Big Daddy K wrote: ↑Wed May 02, 2018 1:29 pm
Screen Gems also did Batfink.
Batfink was a cartoon (which Screen Gems did not produce) not an expensive live action series. Screen Gems' most successful productions were sitcoms; in addition to the series mentioned in my previous post, this is the same studio that released Dennis the Menace, Father Knows Best, The Donna Reed Show, among other series. That's where the profits were for the studio, not fantasy. Aside from that, why would any studio want to pick up the tab on a series that had long outlived its appeal a year eariler?

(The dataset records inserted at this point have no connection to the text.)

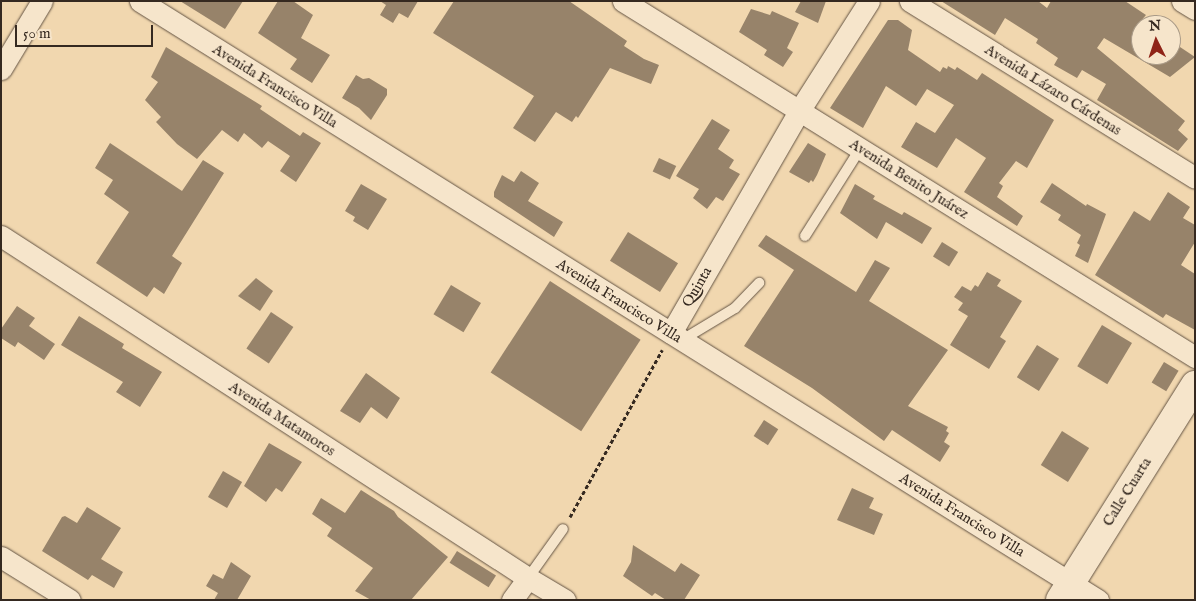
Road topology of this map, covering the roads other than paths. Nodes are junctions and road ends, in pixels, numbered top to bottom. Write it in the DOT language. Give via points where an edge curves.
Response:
graph roads {
  1 [pos="42,1"];
  2 [pos="140,1"];
  3 [pos="623,1"];
  4 [pos="869,1"];
  5 [pos="910,1"];
  6 [pos="1182,1"];
  7 [pos="1195,10"];
  8 [pos="1,69"];
  9 [pos="799,111"];
  10 [pos="860,149"];
  11 [pos="1195,178"];
  12 [pos="1,236"];
  13 [pos="805,236"];
  14 [pos="759,284"];
  15 [pos="676,337"];
  16 [pos="1195,356"];
  17 [pos="1195,385"];
  18 [pos="563,528"];
  19 [pos="1,557"];
  20 [pos="528,578"];
  21 [pos="1065,591"];
  22 [pos="70,600"];
  23 [pos="512,600"];
  24 [pos="565,600"];
  25 [pos="1098,600"];
  1 -- 8 [label="street"];
  2 -- 15 [label="street, Avenida Francisco Villa"];
  3 -- 9 [label="street, Avenida Benito Juárez"];
  4 -- 9 [label="street, Quinta"];
  5 -- 11 [label="street, Avenida Lázaro Cárdenas"];
  6 -- 7 [label="street"];
  9 -- 10 [label="street, Avenida Benito Juárez"];
  9 -- 15 [label="street, Quinta"];
  10 -- 13 [label="lane"];
  10 -- 16 [label="street, Avenida Benito Juárez"];
  12 -- 20 [label="street, Avenida Matamoros"];
  14 -- 15 [label="lane" via="735,308"];
  15 -- 21 [label="street, Avenida Francisco Villa"];
  17 -- 21 [label="street, Calle Cuarta"];
  18 -- 20 [label="lane"];
  19 -- 22 [label="street"];
  20 -- 23 [label="street"];
  20 -- 24 [label="street, Avenida Matamoros"];
  21 -- 25 [label="street, Avenida Francisco Villa"];
}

To answer your question BH, beats me.
I just thought it was interesting that in the discussion Screen Gems was mentioned.
"It's the very essence of our democracy". - Batman, S1 Ep 11
BatMite wrote: ↑Wed May 02, 2018 6:27 pm
How exactly did BATFINK "create a market" for WHAM-O's toys? Were the toys featured in the cartoon? Does anyone know?
"Frank Buxton had one other career. As odd as it seems for someone involved with Peabody-winning children’s programming, he starred in a syndicated TV cartoon show, the stiffly-animated Batfink. The series by Hal Seeger Productions was originally distributed in early 1967 by Mission Productions, the TV arm of WHAM-O, the toy maker, before Screen Gems took over to sell the show in more cities and cash in on its exclusive merchandising rights. A deal had closed to sell Hanna-Barbera to Taft Broadcasting, meaning Screen Gems needed to find new cartoon characters to push. Suffice it to say, I have serious doubts that Batfink won a Peabody. Incidentally, after finishing Batfink in June 1967, Seeger turned its attentions (according to Variety) to producing cartoon series called Wilbur the Wanted and Mr. E. Whether Buxton was involved in these, I don’t know."
"It's the very essence of our democracy". - Batman, S1 Ep 11
I'd have never guessed there were 100 Batfink cartoons, but I've seen more than a few of them. There was never any Wham-O product placement that I can recall. Of course, there was never any cereal in Bullwinkle cartoons, either, but General Mills produced them as a vehicle for selling Cheerios.
Batfink was kind of a hybrid spoof of Batman and Green Hornet. Batfink was an actual bat, with bulletproof wings. His sidekick was a big Asian human guy named "Karate," who did well, karate—and also drove the batfinkmobile. (I dunno if that's really what they called the car.)
Part of Batfink's schtick was to wrap himself in his invulnerable wings when bad guys shot at him. His catchphrase (at least the only one I recall) was "Your bullets cannot harm me. My wings are like a shield of steel!"
I wonder if Greenway ever pursued any legal action. I think it would've been hard to prove any kind of infringement; parody is fair game, on the one hand. And there were material differences between Batman and Batfink on the other: Batfink had no secret identity, and he was a superpowered anthropmorphic animal. Aside from the "Bat-" name, I don't think it was any more specifically a swipe of Batman than Super Chicken, Underdog, Atom Ant, Fearless Fly, etc. -- or Bob Kane's own self-ripoff, Courageous Cat and Minute Mouse.